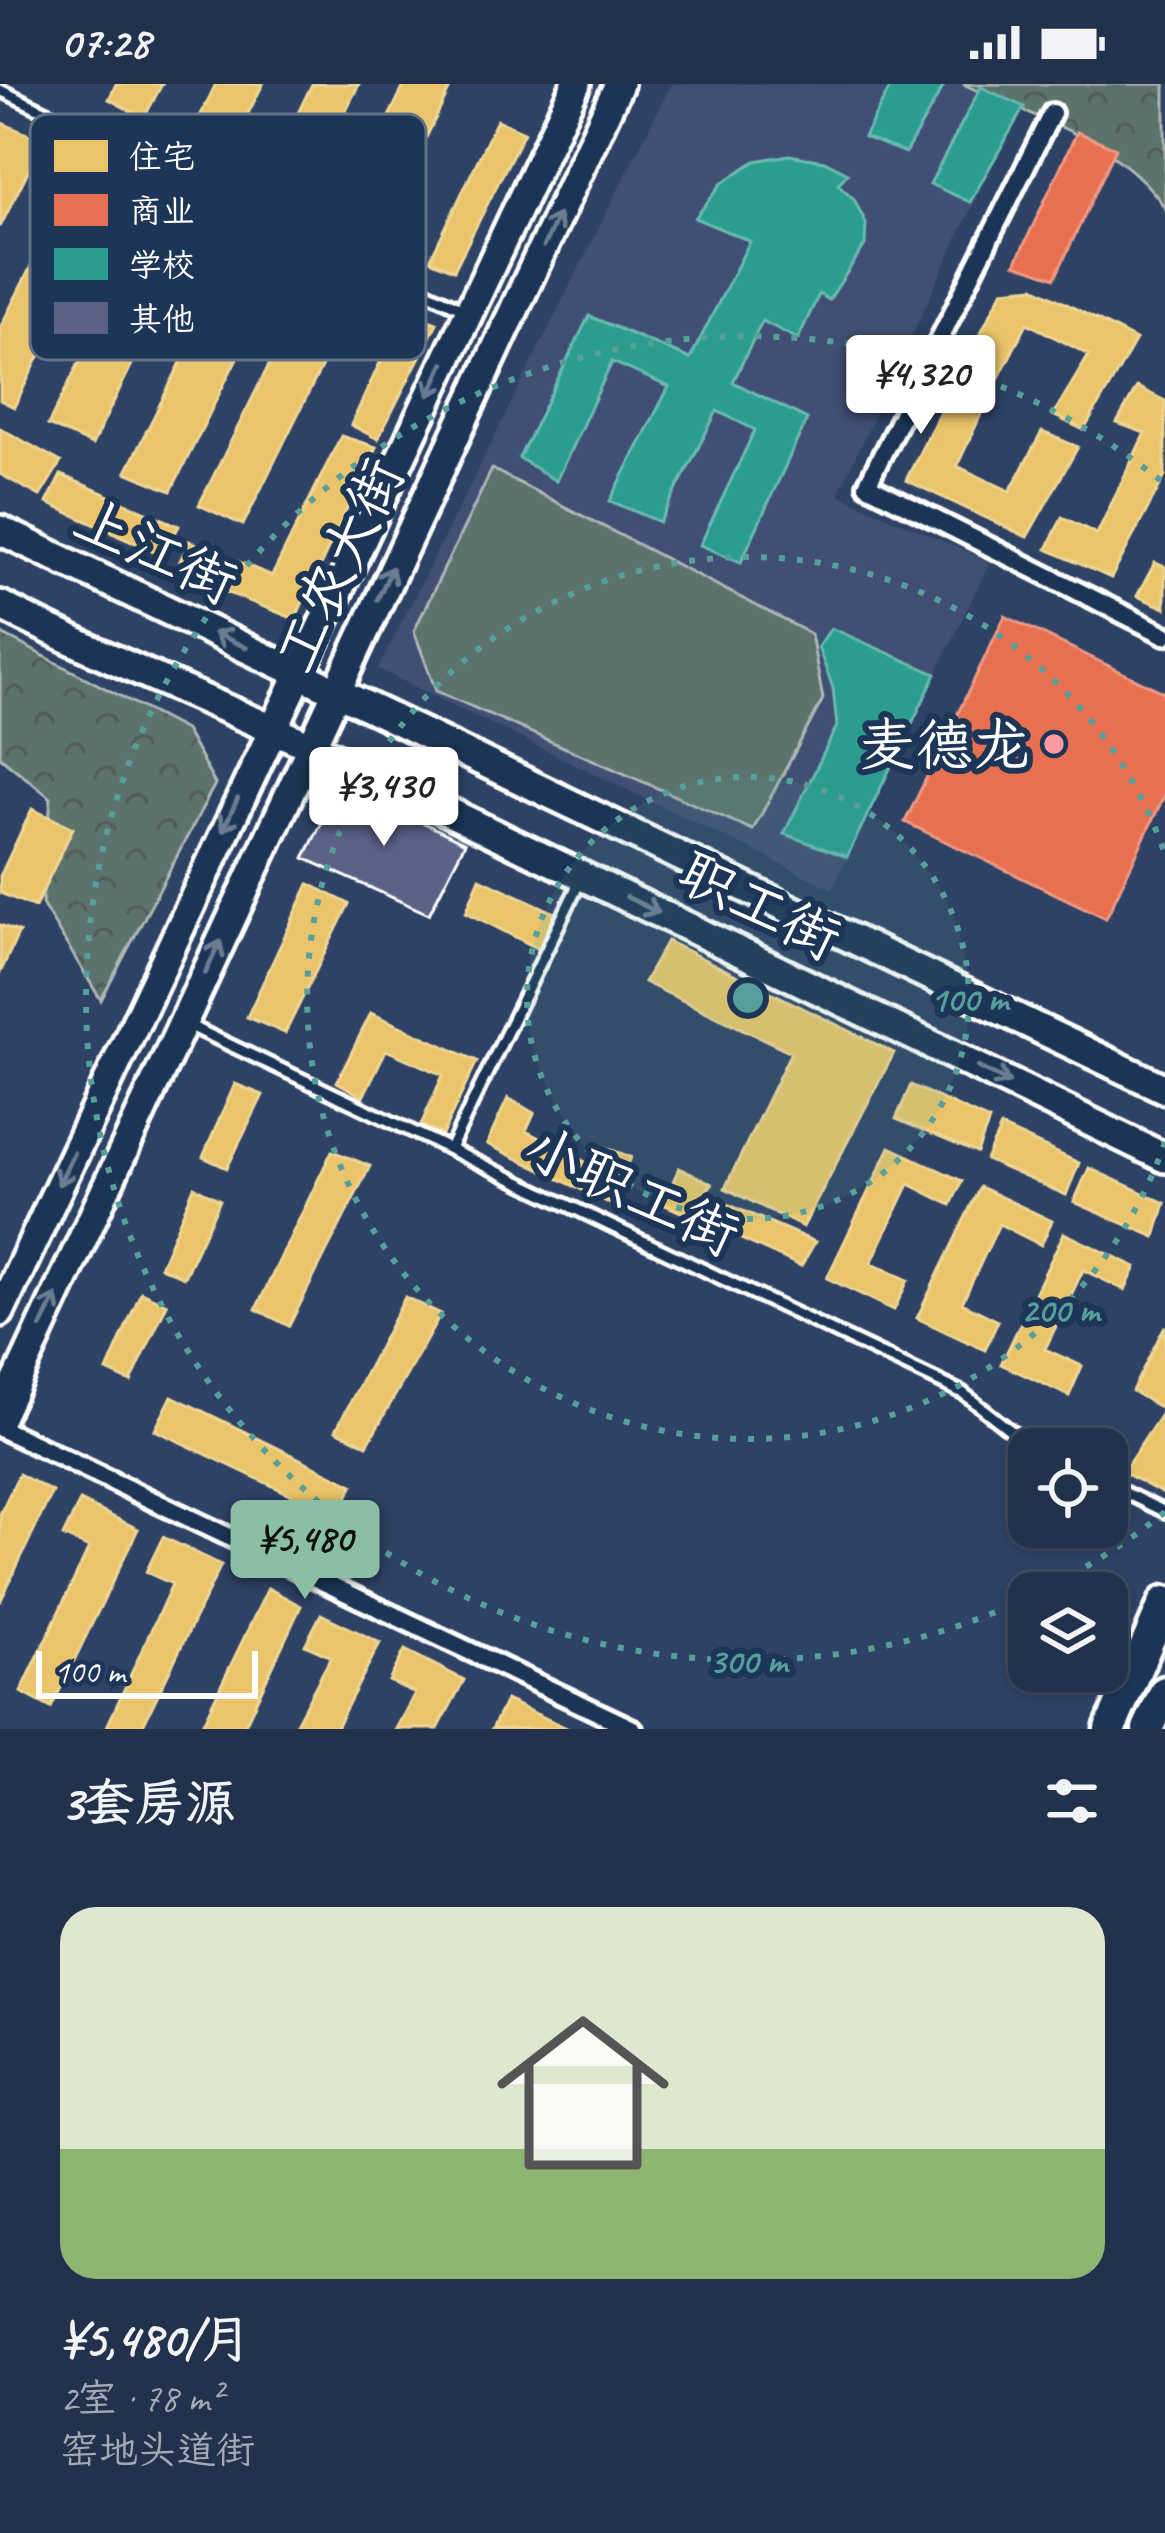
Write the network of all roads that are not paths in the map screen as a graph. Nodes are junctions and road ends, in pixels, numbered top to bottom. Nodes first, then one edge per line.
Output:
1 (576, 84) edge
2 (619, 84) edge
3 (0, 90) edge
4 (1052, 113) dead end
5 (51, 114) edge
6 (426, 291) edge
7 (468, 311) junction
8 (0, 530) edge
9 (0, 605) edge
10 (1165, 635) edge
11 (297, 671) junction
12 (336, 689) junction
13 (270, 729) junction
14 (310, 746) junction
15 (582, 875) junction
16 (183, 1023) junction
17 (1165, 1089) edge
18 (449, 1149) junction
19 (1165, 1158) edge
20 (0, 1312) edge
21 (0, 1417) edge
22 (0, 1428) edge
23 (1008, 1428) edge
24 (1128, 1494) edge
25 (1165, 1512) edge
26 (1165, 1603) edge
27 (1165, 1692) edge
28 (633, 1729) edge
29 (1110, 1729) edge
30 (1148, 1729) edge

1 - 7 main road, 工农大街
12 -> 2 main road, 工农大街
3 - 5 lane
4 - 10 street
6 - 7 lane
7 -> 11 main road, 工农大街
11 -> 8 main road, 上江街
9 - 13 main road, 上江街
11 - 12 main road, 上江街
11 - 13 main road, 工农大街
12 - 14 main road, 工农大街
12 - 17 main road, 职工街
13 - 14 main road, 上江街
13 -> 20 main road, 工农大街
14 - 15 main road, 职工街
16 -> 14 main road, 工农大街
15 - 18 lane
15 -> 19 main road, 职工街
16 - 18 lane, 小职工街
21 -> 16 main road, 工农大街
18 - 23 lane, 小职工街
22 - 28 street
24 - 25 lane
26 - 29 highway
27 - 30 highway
--
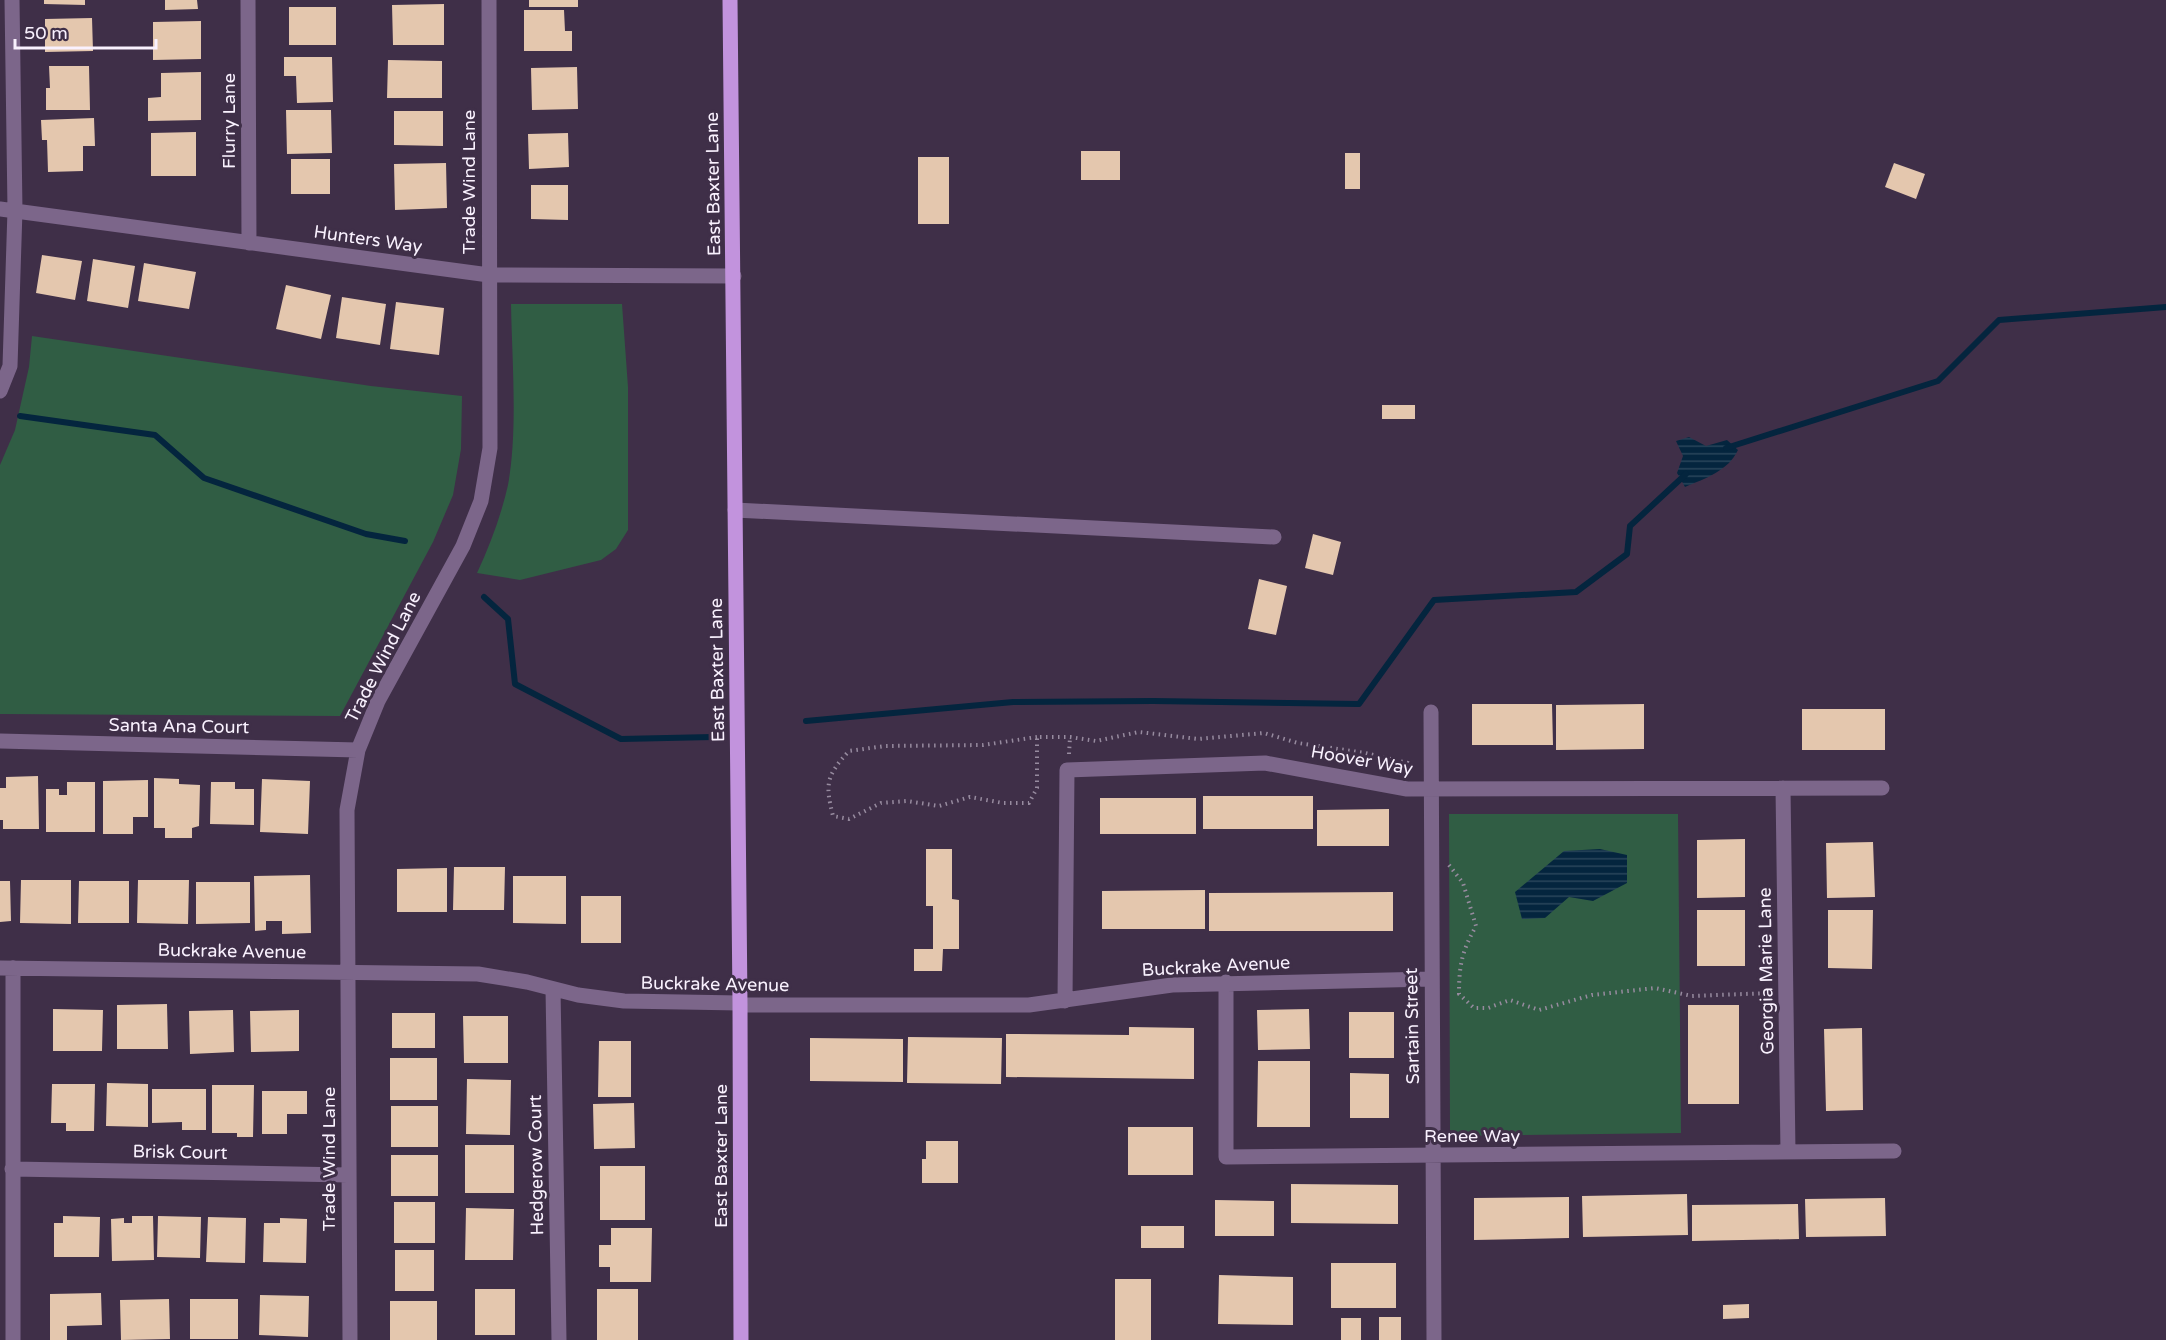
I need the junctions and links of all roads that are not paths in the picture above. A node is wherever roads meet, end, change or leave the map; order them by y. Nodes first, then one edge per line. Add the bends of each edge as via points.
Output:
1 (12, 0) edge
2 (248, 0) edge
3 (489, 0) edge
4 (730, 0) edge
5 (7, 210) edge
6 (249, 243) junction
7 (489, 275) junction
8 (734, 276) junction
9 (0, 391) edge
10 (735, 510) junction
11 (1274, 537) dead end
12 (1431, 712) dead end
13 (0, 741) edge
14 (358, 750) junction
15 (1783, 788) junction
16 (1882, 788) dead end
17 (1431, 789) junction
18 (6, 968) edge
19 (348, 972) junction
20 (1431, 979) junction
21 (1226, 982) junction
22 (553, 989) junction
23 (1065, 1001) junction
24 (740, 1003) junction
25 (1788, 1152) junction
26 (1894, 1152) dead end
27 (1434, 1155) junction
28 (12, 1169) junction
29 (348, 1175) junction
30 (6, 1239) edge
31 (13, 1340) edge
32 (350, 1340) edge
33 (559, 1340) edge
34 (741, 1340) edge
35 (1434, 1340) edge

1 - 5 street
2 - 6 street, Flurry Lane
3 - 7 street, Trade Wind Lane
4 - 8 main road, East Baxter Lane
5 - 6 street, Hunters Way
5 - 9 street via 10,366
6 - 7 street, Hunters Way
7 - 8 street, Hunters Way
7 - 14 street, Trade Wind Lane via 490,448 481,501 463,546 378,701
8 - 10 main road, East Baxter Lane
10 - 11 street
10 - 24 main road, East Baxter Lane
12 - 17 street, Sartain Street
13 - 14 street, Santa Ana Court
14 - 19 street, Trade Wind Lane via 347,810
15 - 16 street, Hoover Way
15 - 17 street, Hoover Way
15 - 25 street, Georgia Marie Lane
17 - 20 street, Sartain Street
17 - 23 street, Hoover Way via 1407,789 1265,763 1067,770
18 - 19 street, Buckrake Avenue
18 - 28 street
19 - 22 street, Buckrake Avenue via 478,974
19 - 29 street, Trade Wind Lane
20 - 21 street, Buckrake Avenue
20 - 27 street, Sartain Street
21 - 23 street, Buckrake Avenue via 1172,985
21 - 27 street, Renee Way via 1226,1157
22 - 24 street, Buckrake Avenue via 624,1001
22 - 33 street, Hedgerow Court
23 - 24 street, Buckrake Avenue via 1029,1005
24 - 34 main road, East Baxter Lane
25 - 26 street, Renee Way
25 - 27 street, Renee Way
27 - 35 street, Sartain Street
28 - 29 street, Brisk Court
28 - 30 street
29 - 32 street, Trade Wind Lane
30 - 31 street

WHAT IS NEEDED. Give the number of lines in the records that contain the string "Nodes", and write nothing besides that number.

TASK RESULT. 2